For this research, our main objectives are: 1.) provide efficient compute and communication kernels for aggregation and group by operations; 2.) offer efficient language bindings; and 3.) integrate seamlessly with existing data engineering and data science systems. In Section

II, we discuss the role of aggregations in data engineering and high performance computing paradigms. Section III showcases how we designed the Cylon system to facilitate high performance data engineering. Section IV details in depth how our aggregation operations are embedded within the Cylon system. We demonstrate a set of experiments conducted on Cylon compared to state-of-the-art data engineering systems in Section V. Finally in Sections VII and VIII, we highlight the conclusions drawn from our work and extensions to our research respectively.
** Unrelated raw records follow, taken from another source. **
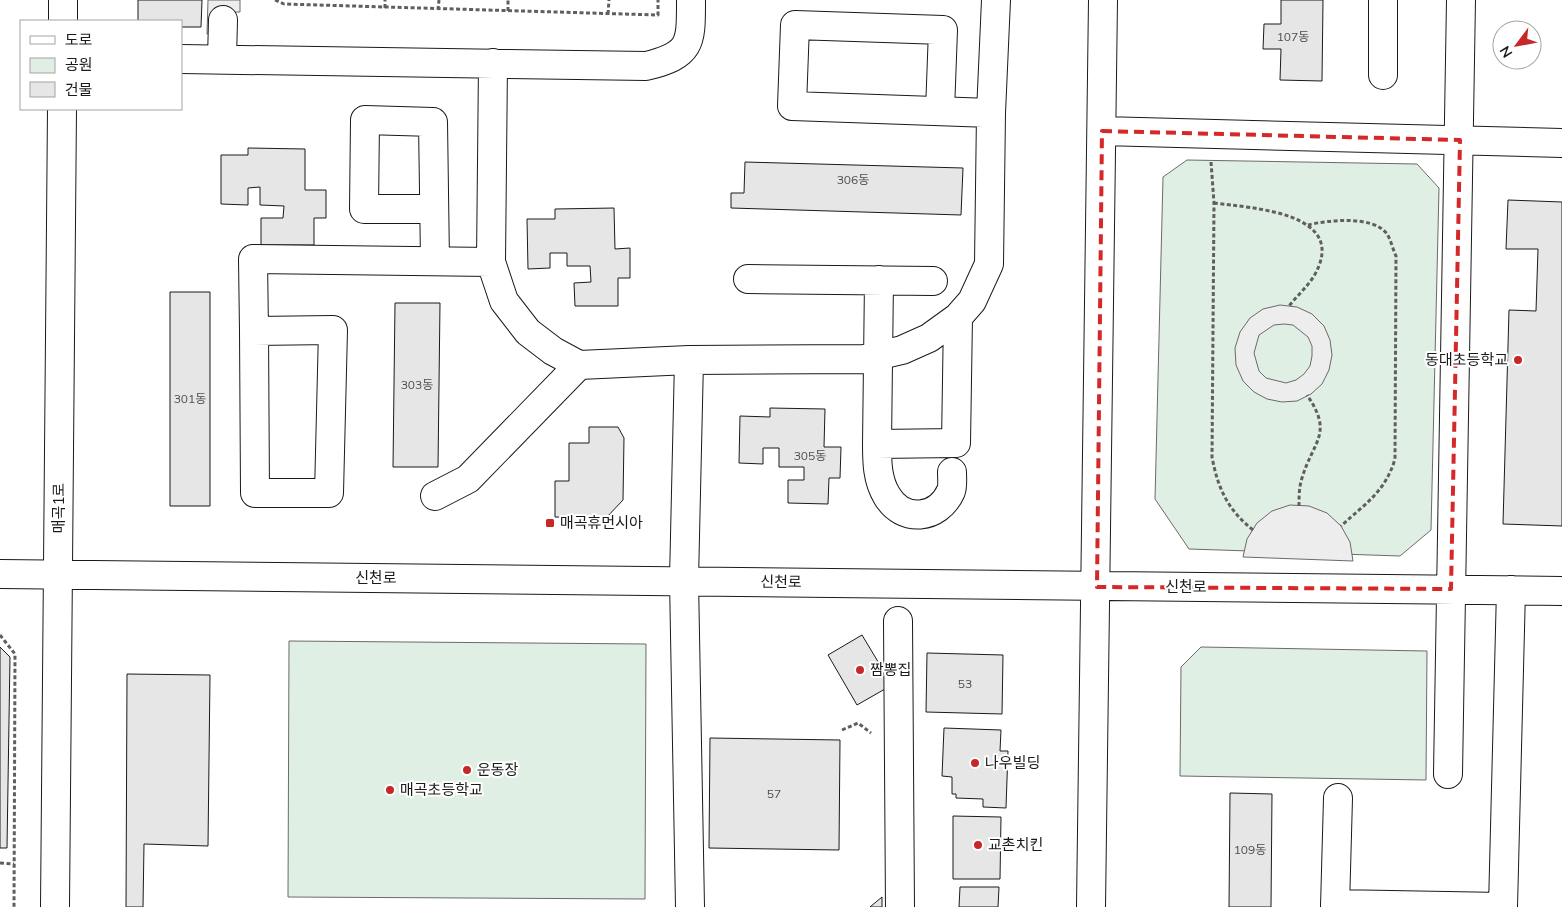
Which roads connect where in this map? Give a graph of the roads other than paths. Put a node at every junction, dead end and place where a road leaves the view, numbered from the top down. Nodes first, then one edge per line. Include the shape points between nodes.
1 (63, 0) edge
2 (691, 0) edge
3 (996, 0) edge
4 (1103, 0) edge
5 (1383, 0) edge
6 (1461, 0) edge
7 (63, 20) edge
8 (224, 20) dead end
9 (182, 59) edge
10 (222, 59) junction
11 (493, 64) junction
12 (1383, 74) dead end
13 (62, 110) edge
14 (940, 112) junction
15 (991, 113) junction
16 (1102, 131) junction
17 (1460, 140) junction
18 (1562, 143) edge
19 (434, 209) dead end
20 (435, 261) junction
21 (491, 262) junction
22 (748, 279) dead end
23 (879, 280) junction
24 (933, 281) dead end
25 (958, 318) junction
26 (254, 331) junction
27 (879, 356) junction
28 (689, 360) junction
29 (579, 364) junction
30 (877, 444) junction
31 (952, 472) dead end
32 (435, 496) dead end
33 (0, 574) edge
34 (59, 575) junction
35 (684, 580) junction
36 (1097, 587) junction
37 (1451, 589) junction
38 (1511, 590) junction
39 (1562, 591) edge
40 (898, 621) dead end
41 (1448, 774) dead end
42 (1338, 798) dead end
43 (1335, 905) edge
44 (55, 907) edge
45 (690, 907) edge
46 (900, 907) edge
47 (1091, 907) edge
48 (1502, 907) edge

1 - 7 street
2 - 11 street via 691,38 681,52 666,62 646,66
3 - 15 street
4 - 16 street
5 - 12 street
6 - 17 street
8 - 10 street
9 - 10 street
10 - 11 street
11 - 21 street
13 - 34 street, 매곡1로
14 - 14 street via 943,30 795,25 792,106
14 - 15 street
15 - 25 street via 989,264 972,301
16 - 17 street
16 - 36 street
17 - 18 street
17 - 37 street
19 - 20 street
20 - 21 street
20 - 26 street via 253,259
21 - 29 street via 504,300 528,332 553,351
22 - 23 street
23 - 24 street
23 - 27 street
25 - 27 street via 929,338
25 - 30 street via 956,442
26 - 26 street via 333,330 330,493 255,493
27 - 28 street
27 - 30 street
28 - 29 street
28 - 35 street
29 - 32 street via 468,479
30 - 31 street via 877,471 887,496 904,514 921,516 939,507 951,491
33 - 34 street, 신천로
34 - 35 street, 신천로
34 - 44 street, 매곡1로
35 - 36 street, 신천로
35 - 45 street
36 - 37 street, 신천로
36 - 47 street
37 - 38 street, 신천로
37 - 41 street
38 - 39 street, 신천로
38 - 48 street
40 - 46 street
42 - 43 street
43 - 48 street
Ii Reductions in Data Engineering

Data engineering focuses on practical applications of data collection, analysis, and prediction. It involves data extraction, transformation and loading (ETL) workloads. The transformation phase employs relational and linear algebra operators in which data aggregation functions play a vital role. This is evident from the presence of a large number of aggregation queries in the decision support benchmarks such as TPC [25]. They also play a vital role in recent AI and ML applications.

Approaches for aggregations depend on how data is laid out on the physical memory. When looking at general applications on data engineering, data layouts can be broadly categorize into 1. tables, and 2. arrays (or tensors). In both categories, data can be laid out on row-major or column-major fashion.

Aggregation operations are also an integral part of the grouping/ categorizing operations. Applying a aggregation (also termed reduction) operation on grouped data, extracts a summarized the insight on the grouped data. Grouping and aggregation may reduce the size of the dataset, but the grouping operation may require substantial computational overheads, such as, moving data, randomly access memory, etc.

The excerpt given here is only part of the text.